▶ Task prompt:
Which lines of the data hold the word "paths"? Copy all of them.

(Input data Opens)

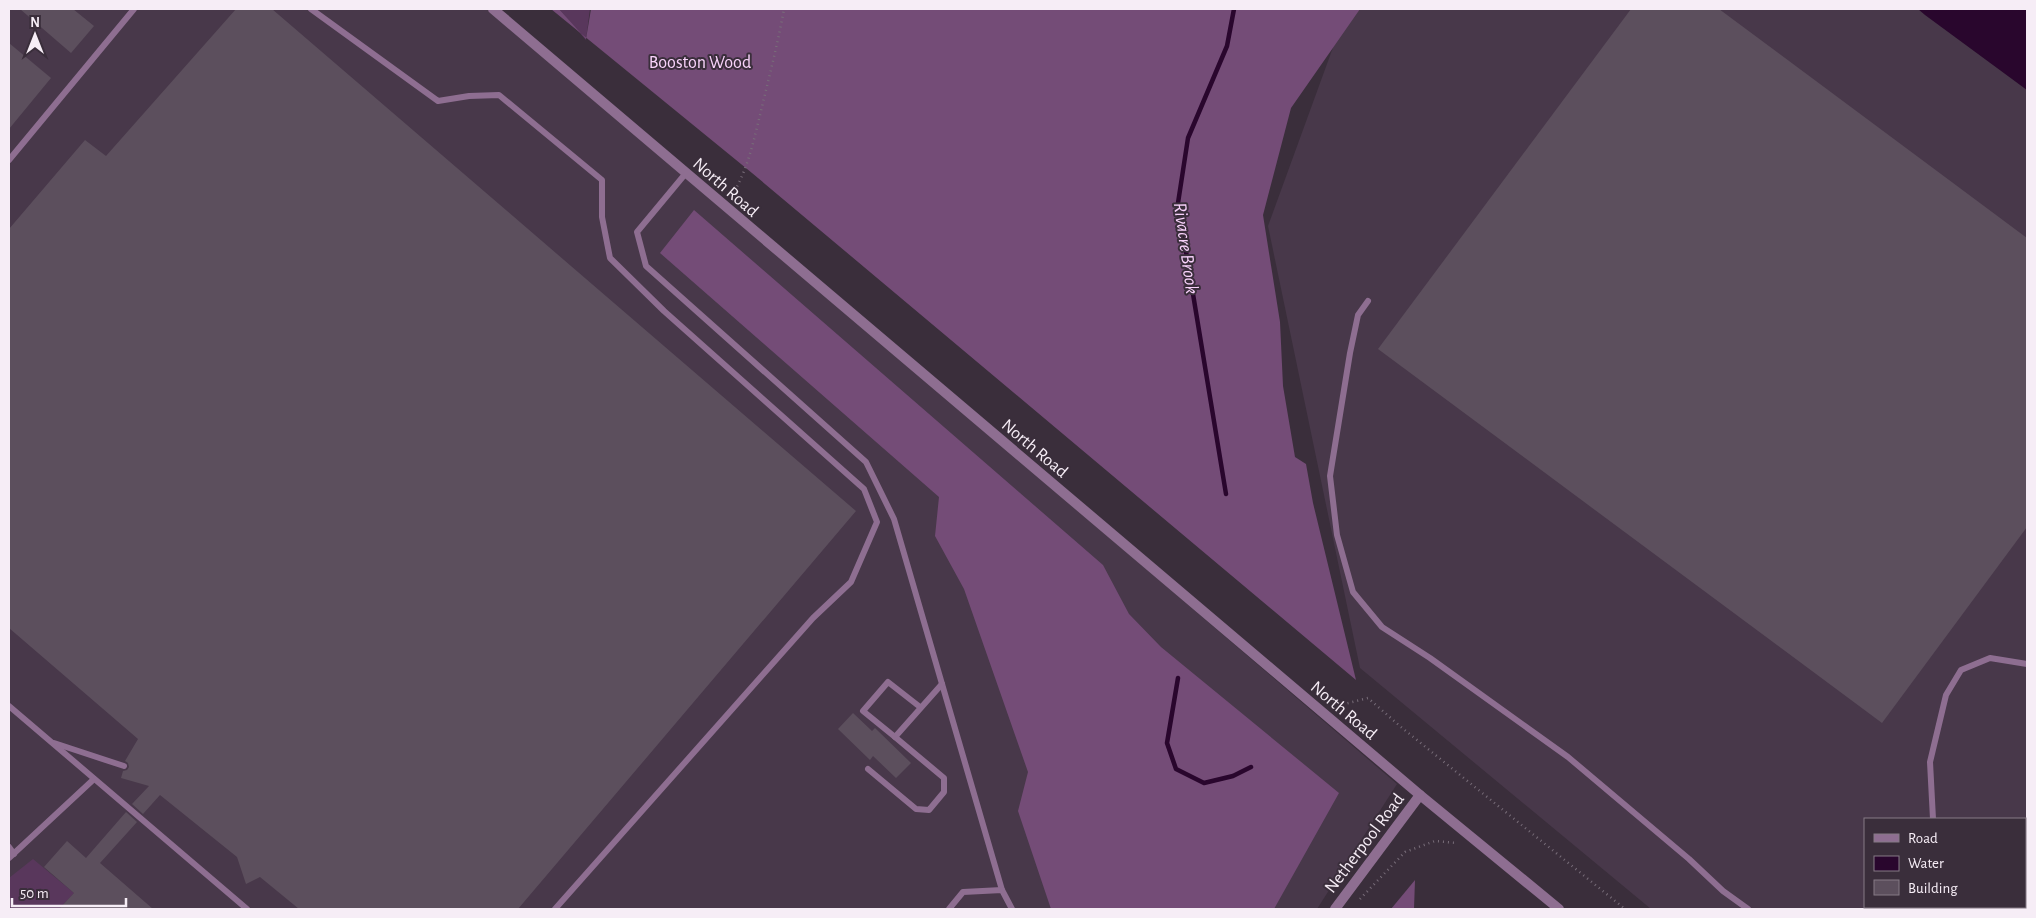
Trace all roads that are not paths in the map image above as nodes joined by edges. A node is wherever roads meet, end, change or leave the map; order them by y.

(Input data Closes)
(Input data Opens)

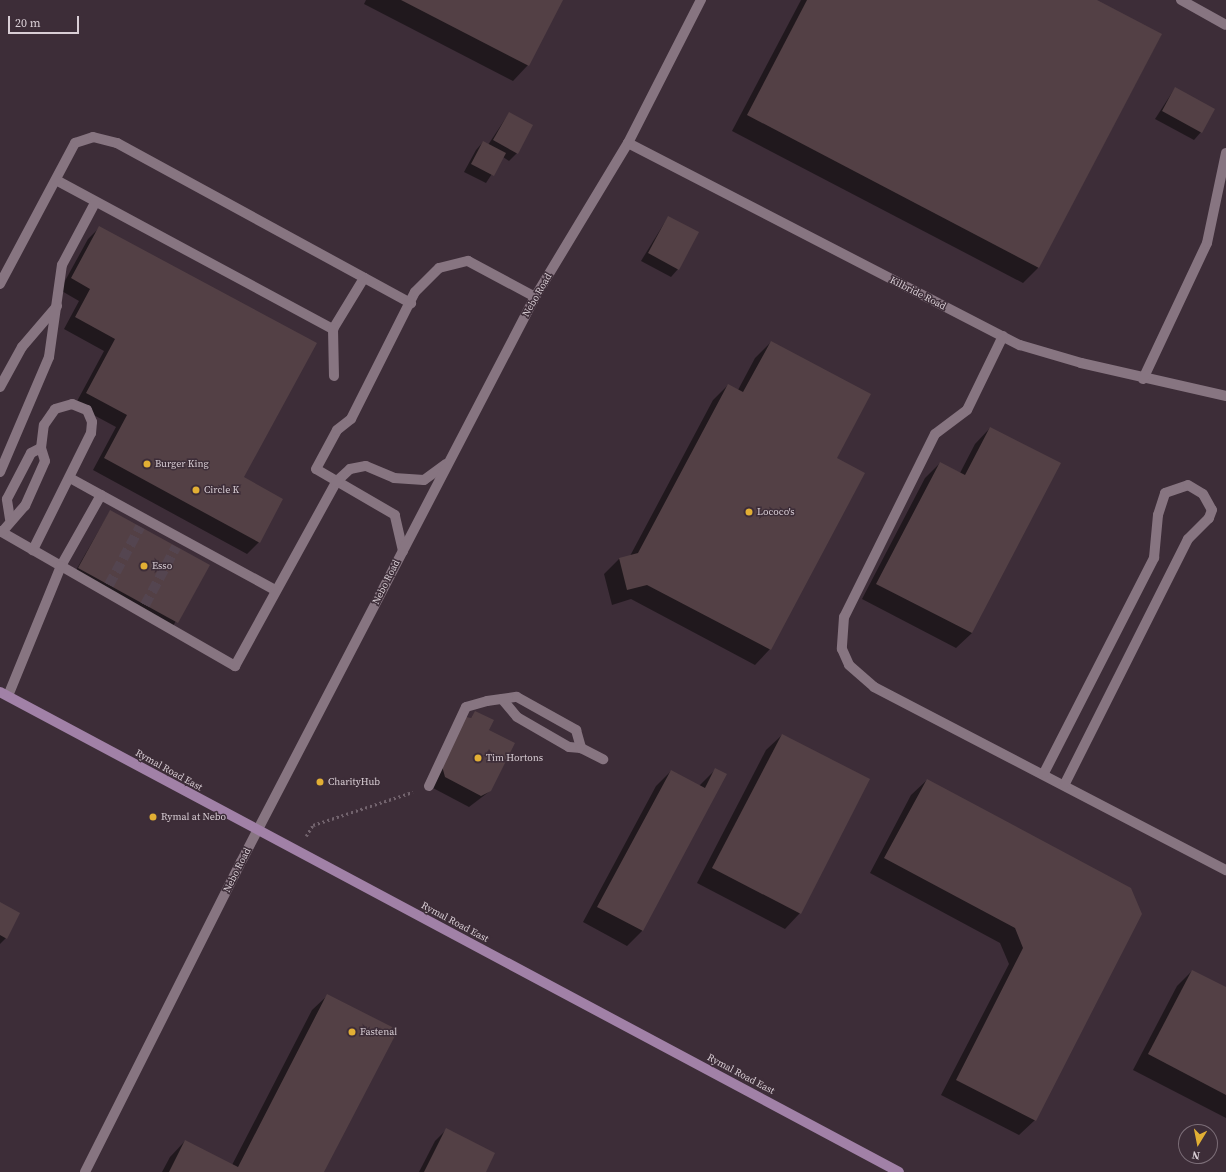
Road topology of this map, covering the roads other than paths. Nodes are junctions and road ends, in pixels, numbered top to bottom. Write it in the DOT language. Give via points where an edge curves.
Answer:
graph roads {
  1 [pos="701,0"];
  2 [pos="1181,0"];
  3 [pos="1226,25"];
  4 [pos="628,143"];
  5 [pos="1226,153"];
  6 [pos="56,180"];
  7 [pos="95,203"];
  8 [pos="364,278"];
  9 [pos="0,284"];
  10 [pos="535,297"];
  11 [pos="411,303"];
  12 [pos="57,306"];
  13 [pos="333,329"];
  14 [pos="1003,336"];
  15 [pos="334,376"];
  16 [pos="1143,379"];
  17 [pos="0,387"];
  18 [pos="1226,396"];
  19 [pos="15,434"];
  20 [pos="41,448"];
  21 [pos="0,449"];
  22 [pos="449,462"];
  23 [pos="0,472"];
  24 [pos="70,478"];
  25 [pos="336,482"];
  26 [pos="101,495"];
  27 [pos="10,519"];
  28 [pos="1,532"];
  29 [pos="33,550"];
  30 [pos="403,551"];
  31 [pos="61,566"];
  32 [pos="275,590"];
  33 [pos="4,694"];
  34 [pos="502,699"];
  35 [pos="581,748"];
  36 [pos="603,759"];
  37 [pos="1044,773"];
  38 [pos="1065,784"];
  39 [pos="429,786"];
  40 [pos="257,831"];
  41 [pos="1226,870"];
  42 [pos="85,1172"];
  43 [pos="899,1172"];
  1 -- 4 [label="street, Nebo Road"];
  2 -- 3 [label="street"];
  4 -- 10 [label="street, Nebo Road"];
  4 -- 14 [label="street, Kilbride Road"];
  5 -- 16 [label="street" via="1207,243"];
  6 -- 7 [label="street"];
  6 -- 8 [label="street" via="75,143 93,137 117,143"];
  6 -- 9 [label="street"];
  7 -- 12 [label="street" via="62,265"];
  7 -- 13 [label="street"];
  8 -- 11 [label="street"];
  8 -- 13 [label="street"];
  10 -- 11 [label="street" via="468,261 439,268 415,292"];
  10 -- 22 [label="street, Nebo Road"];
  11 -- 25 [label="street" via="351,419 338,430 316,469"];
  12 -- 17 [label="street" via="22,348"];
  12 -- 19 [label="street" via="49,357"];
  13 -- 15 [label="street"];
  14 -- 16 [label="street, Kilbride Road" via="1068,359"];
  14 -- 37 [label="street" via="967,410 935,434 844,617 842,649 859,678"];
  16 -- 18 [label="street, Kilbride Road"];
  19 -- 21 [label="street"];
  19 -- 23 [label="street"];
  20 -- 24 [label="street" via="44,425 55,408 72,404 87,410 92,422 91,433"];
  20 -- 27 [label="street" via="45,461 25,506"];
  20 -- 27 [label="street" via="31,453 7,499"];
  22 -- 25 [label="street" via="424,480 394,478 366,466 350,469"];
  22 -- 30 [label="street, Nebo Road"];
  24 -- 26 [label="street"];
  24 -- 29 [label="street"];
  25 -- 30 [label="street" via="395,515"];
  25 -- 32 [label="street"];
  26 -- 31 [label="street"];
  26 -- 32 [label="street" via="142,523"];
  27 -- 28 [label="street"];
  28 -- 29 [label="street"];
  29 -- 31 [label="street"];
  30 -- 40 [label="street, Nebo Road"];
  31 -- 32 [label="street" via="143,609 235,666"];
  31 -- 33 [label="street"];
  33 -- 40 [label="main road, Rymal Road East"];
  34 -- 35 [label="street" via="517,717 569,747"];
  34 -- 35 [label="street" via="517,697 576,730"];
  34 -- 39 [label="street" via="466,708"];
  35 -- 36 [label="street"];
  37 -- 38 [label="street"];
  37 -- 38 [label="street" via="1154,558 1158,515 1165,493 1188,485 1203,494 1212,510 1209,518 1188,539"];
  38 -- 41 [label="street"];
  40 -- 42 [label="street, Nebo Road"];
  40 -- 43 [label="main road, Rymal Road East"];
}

(Input data Closes)

▶ Expected answer:
Trace all roads that are not paths in the map image above as nodes joined by edges. A node is wherever roads meet, end, change or leave the map; order them by y.
Road topology of this map, covering the roads other than paths. Nodes are junctions and road ends, in pixels, numbered top to bottom. Write it in the DOT language. Give via points where an edge curves.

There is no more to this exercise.